Lotem, also known as C4i, is the Hebrew abbreviation for Telecommunications and Operational Information Technology.

Maj. Yossi Raido, head of the Jointness Engineering Department – a part of the Maof Engineering Unit – said the network became operational in 2014, but that it is moving up a gear now.

“It connects all military branches to one another.

It enables any user, whether an air force squadron or a Military Intelligence Unit, to access applications that will assist them in their missions,” he said.

Giving an example of the network in action, Raido said, “Let’s say the Operations Branch needs to work with the Ground Forces. Someone from the Operations Branch enters a home page, a portal, on the network. He then selects a military branch, and accesses a screen listing available systems.

He then starts accessing the information he needs in real time. If this is an active user, he can issue commands through the system.”

Raido said that in the future, he plans on integrating visual intelligence sensors with the network.

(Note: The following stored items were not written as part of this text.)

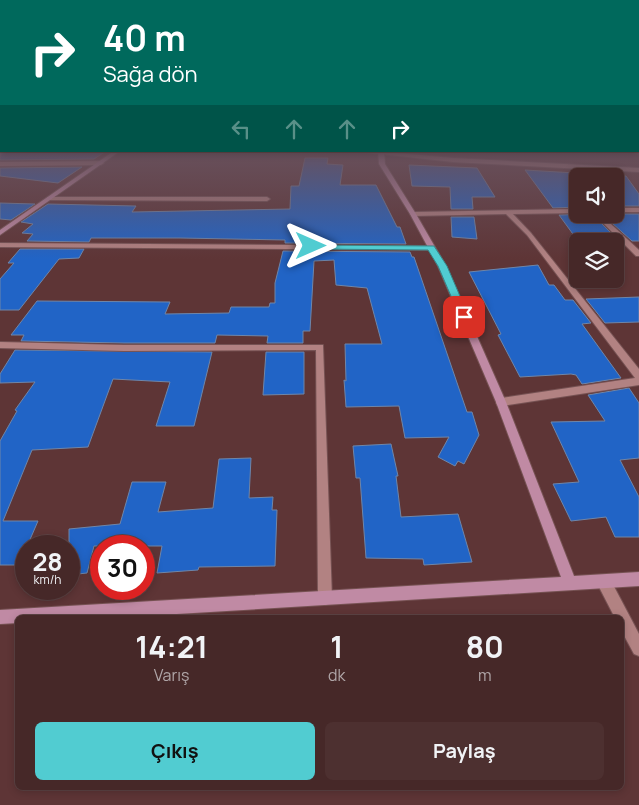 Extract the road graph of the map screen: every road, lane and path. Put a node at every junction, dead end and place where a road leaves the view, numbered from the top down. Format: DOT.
graph roads {
  1 [pos="69,185"];
  2 [pos="395,185"];
  3 [pos="50,198"];
  4 [pos="267,199"];
  5 [pos="624,210"];
  6 [pos="639,210"];
  7 [pos="569,211"];
  8 [pos="508,213"];
  9 [pos="413,214"];
  10 [pos="606,223"];
  11 [pos="0,234"];
  12 [pos="0,244"];
  13 [pos="431,248"];
  14 [pos="639,254"];
  15 [pos="0,345"];
  16 [pos="639,376"];
  17 [pos="639,382"];
  18 [pos="501,402"];
  19 [pos="639,580"];
  20 [pos="604,582"];
  21 [pos="570,584"];
  22 [pos="325,598"];
  23 [pos="34,615"];
  24 [pos="621,615"];
  25 [pos="15,616"];
  26 [pos="0,617"];
  27 [pos="624,620"];
  28 [pos="639,649"];
  1 -- 3 [label="street"];
  2 -- 9 [label="street"];
  3 -- 4 [label="street"];
  3 -- 11 [label="street"];
  5 -- 6 [label="street"];
  7 -- 8 [label="street"];
  8 -- 9 [label="street"];
  8 -- 16 [label="street"];
  9 -- 13 [label="street"];
  10 -- 14 [label="street"];
  12 -- 13 [label="street"];
  13 -- 18 [label="street"];
  15 -- 22 [label="street"];
  17 -- 18 [label="street"];
  18 -- 21 [label="street"];
  19 -- 20 [label="street"];
  20 -- 21 [label="street"];
  20 -- 24 [label="street"];
  21 -- 22 [label="street"];
  22 -- 23 [label="street"];
  25 -- 26 [label="street"];
  27 -- 28 [label="street"];
}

“We are not there yet. The system is still being formed,” he added.

As his title indicates, Raido is at the helm of the IDF’s push to create what the military calls “jointness” across the Air Force, Ground Forces, Navy and Military Intelligence.

“We have been working on this for a decade, commanding their command and controls,” he said. “We have their command headquarters linked up, down to the level of brigade command centers.”

The next stage is to make the network available to mobile platforms, such as fighter jets and tanks in motion.

“We understand we have to go move forward and make the data available at any time and place, in real time,” said Raido.

Capt. Rotem Bashi, chief programmer at Lotem’s Matzpen Software Unit, said the new technology is shaping the IDF’s operations.

“We felt this during Operation Protective Edge [in Gaza last summer],” he said. “We adapted applications during the course of combat. We saw how much C4i shapes the missions. It acts as a force multiplier.”

Bashi said the IDF is developing a “combat computing cloud,” which he described as a data center that will make available a variety of tools to units in the field.

“The operational intranet will ride on top of the combat cloud,” Bashi added.

Software developers in the Matzpen Unit have been intensively discussing new ideas in forums.

They recently held a two-day “hackathon” to come up with innovations, with the encouragement of their commanders.

They looked at ideas on how the military can exploit augmented reality solutions, a technology that is still in its infancy in the IDF, Bashi said.

Programmers looked at how the IDF can use the so-called Internet of Things, an area that is growing rapidly in the civilian private sector.

“We are at the initial stage of research and development in that field,” Bashi said.

One idea selected for potential further development involves connecting a heart rate monitor to a soldier, and linking up the monitor to a GPS transmitter. If a soldier ceases communications but continues to move and his heart rate speeds up, the technology would issue a kidnap alert.